In his book, This Is Your Life, Not A Dress Rehearsal, Jim Donovan said:
One of the chief characteristics of virtually all highly successful people is that they make decisions quickly, and rarely, if ever, change them.
This might seem like a rigid, perhaps even arrogant attitude - to refuse to change a decision - but there is something else at work here.
One of the keys to success is to be able to make things happen. In order to do this, you have to make a lot of decisions. If you know what you are doing, you will make most of them correctly. Incorrect decisions aren’t so much failures, as they are examples of what doesn’t work.
When you learn to fly an airplane on instruments (when you are in the “soup” and you can’t see outside of the plane), as you monitor your gauges and controls, you are taught to make little corrections when you see the plane drifting off course or out of your assigned altitude. You must make lots of little corrections, and you must make them constantly.
My instrument instructor told me, “Focus on your gauges, trust them, and make little corrections - constantly.” The result is that your plane never gets too far off course, or into an unsafe attitude.

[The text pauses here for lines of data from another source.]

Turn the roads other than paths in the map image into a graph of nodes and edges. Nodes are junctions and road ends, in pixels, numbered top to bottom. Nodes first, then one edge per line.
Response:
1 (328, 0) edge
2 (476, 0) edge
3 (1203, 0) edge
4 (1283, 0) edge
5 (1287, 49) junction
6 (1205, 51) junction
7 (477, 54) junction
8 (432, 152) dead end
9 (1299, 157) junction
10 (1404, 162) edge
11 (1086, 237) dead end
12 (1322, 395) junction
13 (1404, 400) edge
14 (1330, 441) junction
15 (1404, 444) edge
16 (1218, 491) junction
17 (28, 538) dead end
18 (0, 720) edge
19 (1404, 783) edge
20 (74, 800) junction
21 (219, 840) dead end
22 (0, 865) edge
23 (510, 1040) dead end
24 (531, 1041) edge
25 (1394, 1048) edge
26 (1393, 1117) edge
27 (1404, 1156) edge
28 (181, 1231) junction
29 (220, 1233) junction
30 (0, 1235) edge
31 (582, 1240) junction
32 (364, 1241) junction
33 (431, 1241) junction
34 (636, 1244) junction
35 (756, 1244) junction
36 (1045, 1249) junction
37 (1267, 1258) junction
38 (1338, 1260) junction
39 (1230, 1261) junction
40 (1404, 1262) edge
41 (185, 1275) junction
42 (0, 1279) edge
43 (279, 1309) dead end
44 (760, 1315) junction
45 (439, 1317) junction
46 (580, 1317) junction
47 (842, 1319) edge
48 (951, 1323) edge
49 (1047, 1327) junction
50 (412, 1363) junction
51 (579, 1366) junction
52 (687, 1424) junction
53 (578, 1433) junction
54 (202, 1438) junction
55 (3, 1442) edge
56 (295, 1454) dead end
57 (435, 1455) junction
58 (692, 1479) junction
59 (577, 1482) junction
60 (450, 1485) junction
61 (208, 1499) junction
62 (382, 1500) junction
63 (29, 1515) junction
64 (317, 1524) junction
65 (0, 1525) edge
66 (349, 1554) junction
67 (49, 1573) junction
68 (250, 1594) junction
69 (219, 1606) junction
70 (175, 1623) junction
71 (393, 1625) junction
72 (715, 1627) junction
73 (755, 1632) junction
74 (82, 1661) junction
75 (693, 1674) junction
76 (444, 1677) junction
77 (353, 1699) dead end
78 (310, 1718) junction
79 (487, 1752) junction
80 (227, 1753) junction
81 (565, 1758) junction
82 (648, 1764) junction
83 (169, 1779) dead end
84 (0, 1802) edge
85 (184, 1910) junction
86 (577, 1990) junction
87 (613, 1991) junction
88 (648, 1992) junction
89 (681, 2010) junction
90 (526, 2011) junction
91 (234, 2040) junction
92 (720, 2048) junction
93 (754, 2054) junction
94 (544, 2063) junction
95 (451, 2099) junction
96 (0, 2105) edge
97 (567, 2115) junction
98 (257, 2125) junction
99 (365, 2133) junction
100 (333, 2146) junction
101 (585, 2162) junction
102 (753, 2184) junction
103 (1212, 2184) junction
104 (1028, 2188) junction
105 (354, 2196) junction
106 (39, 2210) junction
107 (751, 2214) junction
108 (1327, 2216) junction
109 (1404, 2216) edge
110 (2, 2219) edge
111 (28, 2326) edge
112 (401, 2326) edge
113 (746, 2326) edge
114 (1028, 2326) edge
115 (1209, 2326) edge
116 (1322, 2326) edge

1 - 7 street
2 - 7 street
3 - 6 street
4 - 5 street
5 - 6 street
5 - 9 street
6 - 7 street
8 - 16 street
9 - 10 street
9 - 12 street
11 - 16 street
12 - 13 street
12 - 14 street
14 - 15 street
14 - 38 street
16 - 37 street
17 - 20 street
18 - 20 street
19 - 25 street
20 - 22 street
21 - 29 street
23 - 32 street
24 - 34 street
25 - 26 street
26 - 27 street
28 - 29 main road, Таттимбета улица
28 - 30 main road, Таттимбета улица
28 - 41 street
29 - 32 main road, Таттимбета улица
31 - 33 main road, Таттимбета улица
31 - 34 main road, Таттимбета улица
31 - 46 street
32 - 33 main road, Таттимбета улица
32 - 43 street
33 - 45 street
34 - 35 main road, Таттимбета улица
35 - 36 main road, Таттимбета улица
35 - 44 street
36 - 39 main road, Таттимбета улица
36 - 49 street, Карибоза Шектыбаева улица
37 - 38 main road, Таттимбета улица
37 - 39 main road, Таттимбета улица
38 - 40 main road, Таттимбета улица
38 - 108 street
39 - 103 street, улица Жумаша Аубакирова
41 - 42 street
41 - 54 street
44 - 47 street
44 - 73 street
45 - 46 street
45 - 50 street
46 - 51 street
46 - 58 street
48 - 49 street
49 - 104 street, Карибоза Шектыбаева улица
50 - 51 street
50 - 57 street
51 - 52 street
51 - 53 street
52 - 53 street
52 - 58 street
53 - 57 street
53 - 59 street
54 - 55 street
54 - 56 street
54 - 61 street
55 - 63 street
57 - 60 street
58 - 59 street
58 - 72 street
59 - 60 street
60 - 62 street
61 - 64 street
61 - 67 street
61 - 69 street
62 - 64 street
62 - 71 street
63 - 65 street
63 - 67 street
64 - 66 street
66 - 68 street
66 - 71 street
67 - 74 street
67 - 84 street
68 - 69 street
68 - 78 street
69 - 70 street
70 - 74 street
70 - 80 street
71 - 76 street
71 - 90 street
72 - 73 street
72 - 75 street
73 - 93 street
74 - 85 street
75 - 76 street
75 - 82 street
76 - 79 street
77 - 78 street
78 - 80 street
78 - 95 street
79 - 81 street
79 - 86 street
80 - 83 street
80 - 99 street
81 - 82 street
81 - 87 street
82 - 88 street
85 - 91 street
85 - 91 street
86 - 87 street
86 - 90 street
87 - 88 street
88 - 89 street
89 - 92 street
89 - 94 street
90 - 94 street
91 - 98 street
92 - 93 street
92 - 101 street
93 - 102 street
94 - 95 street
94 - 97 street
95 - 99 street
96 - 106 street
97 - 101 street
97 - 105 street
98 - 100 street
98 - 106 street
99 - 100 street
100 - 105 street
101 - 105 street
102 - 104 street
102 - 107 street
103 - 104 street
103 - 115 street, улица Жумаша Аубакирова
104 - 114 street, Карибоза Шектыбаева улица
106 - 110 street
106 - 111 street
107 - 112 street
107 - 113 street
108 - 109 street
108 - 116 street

Successful people do the same thing in their businesses. They make lots of decisions. And while it may seem that they rarely change a decision, it’s really more a matter of moving on and making the next decision with new information. Little corrections, but lots of them. Constantly.
Sometimes it feels as if we are managing our businesses in the soup. And just like a pilot on instruments, it’s natural to freeze up at first. When you get this feeling, focus on your gauges - the decisions that have to be made. Then make lots of decisions, and trust them to either lead you to success or the next decision.
Good flying.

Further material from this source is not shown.